The good news for consumers, and for competition, is that the FTC is moving on, too. Even if this lawsuit fails in the end, by filing it the agency has signaled that it will intensely scrutinize any future efforts by Meta to acquire other social networking products. And as new social networks rise up in the future, the lessons learned from Instagram and WhatsApp will almost certainly inspire much more rigorous reviews of future acquisitions in the space. (It’s already happening: in November the United Kingdom blocked Meta from buying a GIF search engine.)

Even better, from my perspective, is that the FTC has begun to train its attention where it actually belongs: on Meta’s efforts to snap up all the biggest studios and talent in virtual reality and augmented reality. When I wrote about that subject last June, Meta had already acquired Big Box VR, Unit 2 Games, Beat Games, Sanzaru Games, and Ready at Dawn. Then, in October, it made one of its biggest purchases in the space to date: the Los Angeles VR company Within, makers of the breakout hit subscription fitness app Supernatural, for a reported $400 million.

Meta owns the Oculus App Store, and has perfect knowledge about which games are selling well and converting Quest owners into daily users. In that sense, it’s the company’s sequel to Onavo, the Facebook app that once provided vital early warnings about upstart competitors.
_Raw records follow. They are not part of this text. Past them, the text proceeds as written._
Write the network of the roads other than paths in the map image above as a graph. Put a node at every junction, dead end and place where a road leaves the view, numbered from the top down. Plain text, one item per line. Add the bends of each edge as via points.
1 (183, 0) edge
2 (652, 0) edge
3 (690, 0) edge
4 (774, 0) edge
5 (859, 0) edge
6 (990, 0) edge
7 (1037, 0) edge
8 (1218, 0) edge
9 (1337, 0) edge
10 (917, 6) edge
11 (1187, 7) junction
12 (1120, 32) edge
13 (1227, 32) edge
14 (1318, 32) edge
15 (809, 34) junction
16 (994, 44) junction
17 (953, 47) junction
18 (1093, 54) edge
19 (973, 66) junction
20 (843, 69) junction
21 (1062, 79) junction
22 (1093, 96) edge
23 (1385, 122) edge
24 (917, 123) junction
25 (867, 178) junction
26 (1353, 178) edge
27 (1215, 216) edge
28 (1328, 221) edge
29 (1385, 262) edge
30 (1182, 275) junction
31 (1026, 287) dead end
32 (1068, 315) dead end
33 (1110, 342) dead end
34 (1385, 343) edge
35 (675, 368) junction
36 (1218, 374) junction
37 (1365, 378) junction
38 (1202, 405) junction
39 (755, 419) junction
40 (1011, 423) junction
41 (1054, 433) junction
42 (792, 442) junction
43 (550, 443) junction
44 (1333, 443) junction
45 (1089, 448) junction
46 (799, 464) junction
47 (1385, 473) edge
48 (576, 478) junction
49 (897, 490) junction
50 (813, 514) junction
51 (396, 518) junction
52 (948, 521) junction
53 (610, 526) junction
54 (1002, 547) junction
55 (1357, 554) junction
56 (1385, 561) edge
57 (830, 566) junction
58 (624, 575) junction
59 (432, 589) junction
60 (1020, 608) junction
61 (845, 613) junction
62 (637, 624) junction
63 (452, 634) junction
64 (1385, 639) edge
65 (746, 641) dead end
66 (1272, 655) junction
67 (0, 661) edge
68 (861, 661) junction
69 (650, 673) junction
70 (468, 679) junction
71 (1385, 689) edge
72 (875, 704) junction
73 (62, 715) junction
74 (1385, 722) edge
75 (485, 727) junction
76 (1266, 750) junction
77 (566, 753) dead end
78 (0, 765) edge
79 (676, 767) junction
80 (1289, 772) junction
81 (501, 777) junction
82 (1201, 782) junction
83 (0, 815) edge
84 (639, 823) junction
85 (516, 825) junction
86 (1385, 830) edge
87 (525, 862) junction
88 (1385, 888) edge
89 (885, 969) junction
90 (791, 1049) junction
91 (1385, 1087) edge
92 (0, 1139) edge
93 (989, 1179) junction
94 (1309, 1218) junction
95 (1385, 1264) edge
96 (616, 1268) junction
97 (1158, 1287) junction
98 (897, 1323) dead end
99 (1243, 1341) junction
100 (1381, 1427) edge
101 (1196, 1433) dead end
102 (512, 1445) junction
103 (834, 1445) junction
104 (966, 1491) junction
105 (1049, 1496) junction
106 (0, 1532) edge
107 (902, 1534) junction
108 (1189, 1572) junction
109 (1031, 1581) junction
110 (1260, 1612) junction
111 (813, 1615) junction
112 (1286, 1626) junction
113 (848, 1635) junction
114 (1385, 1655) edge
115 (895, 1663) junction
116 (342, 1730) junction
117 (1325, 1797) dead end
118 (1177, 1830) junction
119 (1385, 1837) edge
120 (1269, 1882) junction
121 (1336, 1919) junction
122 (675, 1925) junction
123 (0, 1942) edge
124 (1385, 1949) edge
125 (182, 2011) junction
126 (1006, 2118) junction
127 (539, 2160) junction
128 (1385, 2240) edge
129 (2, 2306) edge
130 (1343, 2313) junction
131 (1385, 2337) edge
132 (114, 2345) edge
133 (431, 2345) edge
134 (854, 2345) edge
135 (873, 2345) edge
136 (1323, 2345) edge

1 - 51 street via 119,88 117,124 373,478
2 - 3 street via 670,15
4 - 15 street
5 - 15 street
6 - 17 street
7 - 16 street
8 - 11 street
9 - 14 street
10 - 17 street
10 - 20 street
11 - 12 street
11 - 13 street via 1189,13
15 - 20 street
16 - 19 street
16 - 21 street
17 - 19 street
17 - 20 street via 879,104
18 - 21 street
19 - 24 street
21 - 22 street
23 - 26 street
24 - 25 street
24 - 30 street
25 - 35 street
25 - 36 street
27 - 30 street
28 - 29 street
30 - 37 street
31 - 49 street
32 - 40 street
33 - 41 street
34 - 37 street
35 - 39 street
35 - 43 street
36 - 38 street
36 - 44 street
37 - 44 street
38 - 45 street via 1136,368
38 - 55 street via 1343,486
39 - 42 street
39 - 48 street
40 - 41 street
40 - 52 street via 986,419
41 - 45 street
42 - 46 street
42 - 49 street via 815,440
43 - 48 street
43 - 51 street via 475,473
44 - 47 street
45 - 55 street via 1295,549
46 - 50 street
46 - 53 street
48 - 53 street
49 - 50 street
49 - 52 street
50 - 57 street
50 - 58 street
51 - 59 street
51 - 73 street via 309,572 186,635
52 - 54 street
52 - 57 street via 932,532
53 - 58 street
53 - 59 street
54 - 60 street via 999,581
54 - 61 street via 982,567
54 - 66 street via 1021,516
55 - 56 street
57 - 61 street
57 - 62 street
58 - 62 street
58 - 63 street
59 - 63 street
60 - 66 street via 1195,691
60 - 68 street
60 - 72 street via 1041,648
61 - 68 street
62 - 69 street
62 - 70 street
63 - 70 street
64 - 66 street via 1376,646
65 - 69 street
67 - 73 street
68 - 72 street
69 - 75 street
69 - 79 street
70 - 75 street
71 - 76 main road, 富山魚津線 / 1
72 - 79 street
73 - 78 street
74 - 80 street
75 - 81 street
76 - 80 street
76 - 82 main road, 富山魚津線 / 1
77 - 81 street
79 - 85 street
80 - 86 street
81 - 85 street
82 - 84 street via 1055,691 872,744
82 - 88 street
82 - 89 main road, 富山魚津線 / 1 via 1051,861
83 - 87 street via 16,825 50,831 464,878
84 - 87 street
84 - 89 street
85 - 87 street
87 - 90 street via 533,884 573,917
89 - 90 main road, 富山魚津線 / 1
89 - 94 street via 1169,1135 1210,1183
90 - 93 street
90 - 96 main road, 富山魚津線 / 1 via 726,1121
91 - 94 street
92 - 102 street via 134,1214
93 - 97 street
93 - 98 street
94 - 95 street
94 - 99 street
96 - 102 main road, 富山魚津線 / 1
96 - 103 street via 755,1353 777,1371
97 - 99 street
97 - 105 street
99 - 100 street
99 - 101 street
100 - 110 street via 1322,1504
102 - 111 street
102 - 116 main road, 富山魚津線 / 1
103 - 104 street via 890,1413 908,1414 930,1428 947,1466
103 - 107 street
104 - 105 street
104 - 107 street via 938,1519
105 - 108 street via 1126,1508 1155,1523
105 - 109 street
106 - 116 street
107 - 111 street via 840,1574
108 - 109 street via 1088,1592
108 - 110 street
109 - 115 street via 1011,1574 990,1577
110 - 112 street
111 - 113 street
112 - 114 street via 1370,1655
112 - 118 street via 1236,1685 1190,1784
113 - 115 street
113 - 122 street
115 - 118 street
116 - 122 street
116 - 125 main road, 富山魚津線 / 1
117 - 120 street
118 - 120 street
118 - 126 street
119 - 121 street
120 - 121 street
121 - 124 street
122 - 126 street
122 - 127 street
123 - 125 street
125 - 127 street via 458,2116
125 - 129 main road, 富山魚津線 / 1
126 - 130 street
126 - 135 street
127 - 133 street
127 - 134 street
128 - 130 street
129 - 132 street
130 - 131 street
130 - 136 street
In 2022, what Meta wants to buy in VR is far more important to the future than what Facebook bought a decade ago.

That’s why I was heartened to see The Information report last month that the FTC has opened a formal inquiry into Meta’s acquisition of Within:

Meta’s first five VR app acquisitions went through without a hitch because they were too small to trigger a cursory review by U.S. antitrust regulators. But those regulators are slowing down the $400 million-plus Supernatural deal, according to two people with knowledge of the situation. Shortly after Thanksgiving, the Federal Trade Commission opened an in-depth probe of the acquisition, meaning Meta may not be able to finalize the acquisition for another year, assuming the agency doesn’t formally challenge the deal in court, causing additional delays.

This is where the FTC’s attention actually belongs: not on the distant past, but on the still-up-for-grabs present, in which Meta pumps its profits into selling the Quest 2 below cost — to great success this holiday season — and in acquiring all the most-used software in the space.

What happens to Instagram and WhatsApp still matters a lot. But what happens on next-generation platforms may matter much more. The bad news is that the FTC’s current lawsuit came too late to make a difference. The good news is that it seems determined not to make the same mistake twice.